Edit to add that I think there is widespread missuse of 4130 in the a automotive world. Believe it or not rocket chassis, one of the leading dirt track late model builders in the country uses MIG to weld their 4130 chassis' together. Every book in the world says it's not the right thing to do, but they do it anyway. I asked why they didn't use TIG, and their answer was that it took too long. They turn out a race car a day there, and with TIG they could only do 2 a week.

 

gotta love america - quantity before quality.....that's got to be unsafe.
- I've seen some horrific crashes in my years being around drag racing. After recently having the unfortunate event of watching my father t-punch the concrete retaining wall at a little over 125mph and having him get out with out a scratch and only the car hurt from the firewall forward(plus post impact 1/8 slide on the roof). I think for the 150lbs difference, I'll just stick with mild steel. I've seen too many moly cars desintegrate after the initial impact.
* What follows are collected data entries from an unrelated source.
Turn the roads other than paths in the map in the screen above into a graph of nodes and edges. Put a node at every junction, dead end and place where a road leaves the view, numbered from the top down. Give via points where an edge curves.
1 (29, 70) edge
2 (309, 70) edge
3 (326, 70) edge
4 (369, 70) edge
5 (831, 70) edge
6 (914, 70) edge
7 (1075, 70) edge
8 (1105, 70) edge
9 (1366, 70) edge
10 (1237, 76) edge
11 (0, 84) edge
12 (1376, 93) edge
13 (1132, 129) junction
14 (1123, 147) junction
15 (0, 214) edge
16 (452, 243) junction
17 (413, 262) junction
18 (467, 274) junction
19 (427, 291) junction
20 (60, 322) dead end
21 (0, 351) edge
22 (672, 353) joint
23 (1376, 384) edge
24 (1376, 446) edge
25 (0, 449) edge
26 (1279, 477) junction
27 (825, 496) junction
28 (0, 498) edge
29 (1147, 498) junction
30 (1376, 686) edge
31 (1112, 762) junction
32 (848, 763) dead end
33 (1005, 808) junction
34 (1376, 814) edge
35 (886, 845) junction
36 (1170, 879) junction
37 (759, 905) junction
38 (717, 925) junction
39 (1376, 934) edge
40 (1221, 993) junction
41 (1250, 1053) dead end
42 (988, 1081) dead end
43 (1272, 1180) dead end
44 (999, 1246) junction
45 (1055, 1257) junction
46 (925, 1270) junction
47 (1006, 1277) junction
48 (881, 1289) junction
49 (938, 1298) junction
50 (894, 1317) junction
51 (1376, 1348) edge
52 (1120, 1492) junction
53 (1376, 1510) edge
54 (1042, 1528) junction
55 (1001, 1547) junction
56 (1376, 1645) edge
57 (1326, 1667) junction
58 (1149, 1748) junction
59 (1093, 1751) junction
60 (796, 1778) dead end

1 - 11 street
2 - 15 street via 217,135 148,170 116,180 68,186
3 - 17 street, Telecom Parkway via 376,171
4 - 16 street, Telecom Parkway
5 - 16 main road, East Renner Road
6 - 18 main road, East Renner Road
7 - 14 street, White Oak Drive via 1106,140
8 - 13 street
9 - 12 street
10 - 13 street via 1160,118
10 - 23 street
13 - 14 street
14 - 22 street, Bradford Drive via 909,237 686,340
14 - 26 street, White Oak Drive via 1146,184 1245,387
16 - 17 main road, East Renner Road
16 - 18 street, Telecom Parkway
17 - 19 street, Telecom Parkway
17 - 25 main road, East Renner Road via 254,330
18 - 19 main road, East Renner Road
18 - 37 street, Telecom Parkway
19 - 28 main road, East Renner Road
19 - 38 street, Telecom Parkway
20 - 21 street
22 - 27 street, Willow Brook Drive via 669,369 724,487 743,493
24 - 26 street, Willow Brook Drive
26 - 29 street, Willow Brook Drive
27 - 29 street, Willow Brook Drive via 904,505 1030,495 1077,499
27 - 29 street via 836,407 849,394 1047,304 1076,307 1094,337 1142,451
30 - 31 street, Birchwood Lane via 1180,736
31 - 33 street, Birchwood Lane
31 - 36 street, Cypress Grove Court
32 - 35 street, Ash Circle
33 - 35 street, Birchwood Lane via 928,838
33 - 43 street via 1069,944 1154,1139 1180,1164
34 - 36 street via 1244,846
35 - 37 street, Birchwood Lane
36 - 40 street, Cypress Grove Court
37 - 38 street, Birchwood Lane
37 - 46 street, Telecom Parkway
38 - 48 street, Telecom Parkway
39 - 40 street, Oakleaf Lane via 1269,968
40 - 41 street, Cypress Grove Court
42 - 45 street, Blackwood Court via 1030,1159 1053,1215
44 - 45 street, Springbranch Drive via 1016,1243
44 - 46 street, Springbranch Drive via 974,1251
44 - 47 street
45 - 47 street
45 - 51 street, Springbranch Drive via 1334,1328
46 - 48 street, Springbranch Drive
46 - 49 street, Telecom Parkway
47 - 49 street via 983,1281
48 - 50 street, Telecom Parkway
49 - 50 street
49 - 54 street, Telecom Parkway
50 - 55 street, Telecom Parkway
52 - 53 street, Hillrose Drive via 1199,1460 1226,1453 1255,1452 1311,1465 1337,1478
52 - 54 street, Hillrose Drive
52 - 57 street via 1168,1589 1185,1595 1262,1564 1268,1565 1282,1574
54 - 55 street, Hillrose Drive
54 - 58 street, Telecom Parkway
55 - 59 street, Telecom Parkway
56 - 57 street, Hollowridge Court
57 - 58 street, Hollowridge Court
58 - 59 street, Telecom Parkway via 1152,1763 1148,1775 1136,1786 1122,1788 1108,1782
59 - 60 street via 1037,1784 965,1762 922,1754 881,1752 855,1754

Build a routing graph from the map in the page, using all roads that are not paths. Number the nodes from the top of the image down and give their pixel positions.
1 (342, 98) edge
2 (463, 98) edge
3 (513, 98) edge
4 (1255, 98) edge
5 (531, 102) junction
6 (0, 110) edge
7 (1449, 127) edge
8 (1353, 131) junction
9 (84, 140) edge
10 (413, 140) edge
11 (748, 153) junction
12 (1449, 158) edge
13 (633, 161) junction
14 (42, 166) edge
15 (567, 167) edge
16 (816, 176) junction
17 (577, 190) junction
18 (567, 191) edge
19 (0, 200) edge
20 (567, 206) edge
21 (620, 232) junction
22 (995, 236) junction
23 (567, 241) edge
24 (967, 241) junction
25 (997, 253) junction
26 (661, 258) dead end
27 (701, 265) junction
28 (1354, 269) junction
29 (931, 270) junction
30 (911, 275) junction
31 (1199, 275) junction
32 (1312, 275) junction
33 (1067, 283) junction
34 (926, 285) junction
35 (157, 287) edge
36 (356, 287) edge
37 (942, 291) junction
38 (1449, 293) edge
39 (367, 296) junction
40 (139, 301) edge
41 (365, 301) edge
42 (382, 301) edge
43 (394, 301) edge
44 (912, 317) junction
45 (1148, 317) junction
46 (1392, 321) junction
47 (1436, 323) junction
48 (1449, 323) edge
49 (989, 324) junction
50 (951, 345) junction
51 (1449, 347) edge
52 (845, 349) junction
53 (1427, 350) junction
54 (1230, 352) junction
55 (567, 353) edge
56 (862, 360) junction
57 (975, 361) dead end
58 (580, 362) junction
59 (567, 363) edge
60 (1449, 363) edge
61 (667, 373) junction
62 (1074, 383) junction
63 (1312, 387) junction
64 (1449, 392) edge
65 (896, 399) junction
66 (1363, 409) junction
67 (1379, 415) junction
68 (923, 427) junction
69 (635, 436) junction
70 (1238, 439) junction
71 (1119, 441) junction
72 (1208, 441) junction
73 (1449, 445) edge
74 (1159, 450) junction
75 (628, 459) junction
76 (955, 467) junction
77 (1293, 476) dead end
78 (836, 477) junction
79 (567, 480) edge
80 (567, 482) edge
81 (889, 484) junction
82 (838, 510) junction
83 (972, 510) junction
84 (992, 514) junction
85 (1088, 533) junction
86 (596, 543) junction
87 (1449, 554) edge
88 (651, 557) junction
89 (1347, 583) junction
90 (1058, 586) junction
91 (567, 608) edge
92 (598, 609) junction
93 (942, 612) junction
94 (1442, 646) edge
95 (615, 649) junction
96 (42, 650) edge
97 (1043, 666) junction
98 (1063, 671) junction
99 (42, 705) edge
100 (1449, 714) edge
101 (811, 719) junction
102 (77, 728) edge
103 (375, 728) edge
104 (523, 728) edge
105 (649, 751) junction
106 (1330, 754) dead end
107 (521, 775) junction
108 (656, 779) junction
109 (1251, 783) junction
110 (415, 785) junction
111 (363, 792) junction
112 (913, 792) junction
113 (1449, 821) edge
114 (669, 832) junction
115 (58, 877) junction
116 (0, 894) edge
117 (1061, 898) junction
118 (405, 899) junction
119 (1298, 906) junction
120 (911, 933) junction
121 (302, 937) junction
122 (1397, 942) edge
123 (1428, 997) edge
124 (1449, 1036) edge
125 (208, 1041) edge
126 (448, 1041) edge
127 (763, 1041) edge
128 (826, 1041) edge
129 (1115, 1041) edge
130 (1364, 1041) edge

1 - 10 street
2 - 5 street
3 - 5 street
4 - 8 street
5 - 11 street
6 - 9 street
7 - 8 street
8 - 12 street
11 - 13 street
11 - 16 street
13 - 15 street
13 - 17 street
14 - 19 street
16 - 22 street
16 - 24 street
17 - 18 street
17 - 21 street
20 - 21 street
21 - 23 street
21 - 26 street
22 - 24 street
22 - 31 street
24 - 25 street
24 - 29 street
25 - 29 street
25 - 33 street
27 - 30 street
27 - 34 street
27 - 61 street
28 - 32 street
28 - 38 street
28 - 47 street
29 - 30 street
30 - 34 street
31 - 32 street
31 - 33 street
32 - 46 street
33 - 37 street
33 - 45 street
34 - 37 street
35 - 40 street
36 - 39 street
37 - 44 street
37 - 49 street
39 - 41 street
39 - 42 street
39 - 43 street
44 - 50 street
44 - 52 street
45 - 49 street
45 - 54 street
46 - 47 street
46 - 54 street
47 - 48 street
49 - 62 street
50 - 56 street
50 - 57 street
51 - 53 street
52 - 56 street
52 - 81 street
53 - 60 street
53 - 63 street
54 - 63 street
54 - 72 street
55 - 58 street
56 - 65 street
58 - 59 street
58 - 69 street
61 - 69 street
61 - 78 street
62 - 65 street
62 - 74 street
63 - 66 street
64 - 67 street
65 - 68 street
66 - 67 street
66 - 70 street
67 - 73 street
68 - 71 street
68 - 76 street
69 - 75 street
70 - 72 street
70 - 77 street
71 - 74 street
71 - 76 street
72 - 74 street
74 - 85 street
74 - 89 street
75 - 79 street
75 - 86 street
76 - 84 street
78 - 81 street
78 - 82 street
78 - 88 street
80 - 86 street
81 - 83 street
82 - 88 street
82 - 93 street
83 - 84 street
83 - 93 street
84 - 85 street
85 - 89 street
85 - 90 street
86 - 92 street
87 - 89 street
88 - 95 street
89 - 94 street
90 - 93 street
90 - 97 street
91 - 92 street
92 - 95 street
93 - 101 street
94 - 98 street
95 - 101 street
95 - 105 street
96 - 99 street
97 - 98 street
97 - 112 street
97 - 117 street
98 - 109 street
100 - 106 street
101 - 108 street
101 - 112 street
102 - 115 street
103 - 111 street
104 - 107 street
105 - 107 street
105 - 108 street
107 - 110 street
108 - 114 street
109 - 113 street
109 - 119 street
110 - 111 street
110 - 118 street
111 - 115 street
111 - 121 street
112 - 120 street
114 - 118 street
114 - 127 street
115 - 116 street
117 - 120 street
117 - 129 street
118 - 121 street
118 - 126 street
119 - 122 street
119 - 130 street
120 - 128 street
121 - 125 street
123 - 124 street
The first hit is ok, past that you may never walk(or breathe) again.....I guess thats the same as the mini-baja thing you were talking about.

 

Gas Welding is still FAA approved. And after welding 4130 with gas you can go back and normalized the tube and weld. The tubing will the same strength as before you welded it. To heat treat it the whole thing would have to be brought up to temp then quenched to allow proper heat treating. The only reason to go with 4130 is for using a lighter weight tubing that has the same strength as mild steel. You can use a smaller wall thickness to loose weight but retain the strength needed. On a suspension part it would wise to use mild steel or 4130 in the same wall thickness as the MS.

 

That extra strength is also its weakness, as it becomes more brittle The problem is that(especially with thinner wall) it is more likely to give after the initial impact(like the 2nd roll, etc). As for using the same thickness, then what would you be gaining? Yes, it would be stronger, but if the mild steel part is up to the task, you now have a more expensive piece that is still doing the same job and is more prone to break than bend.....

 

Hence why race teams inspect often and replace religiously.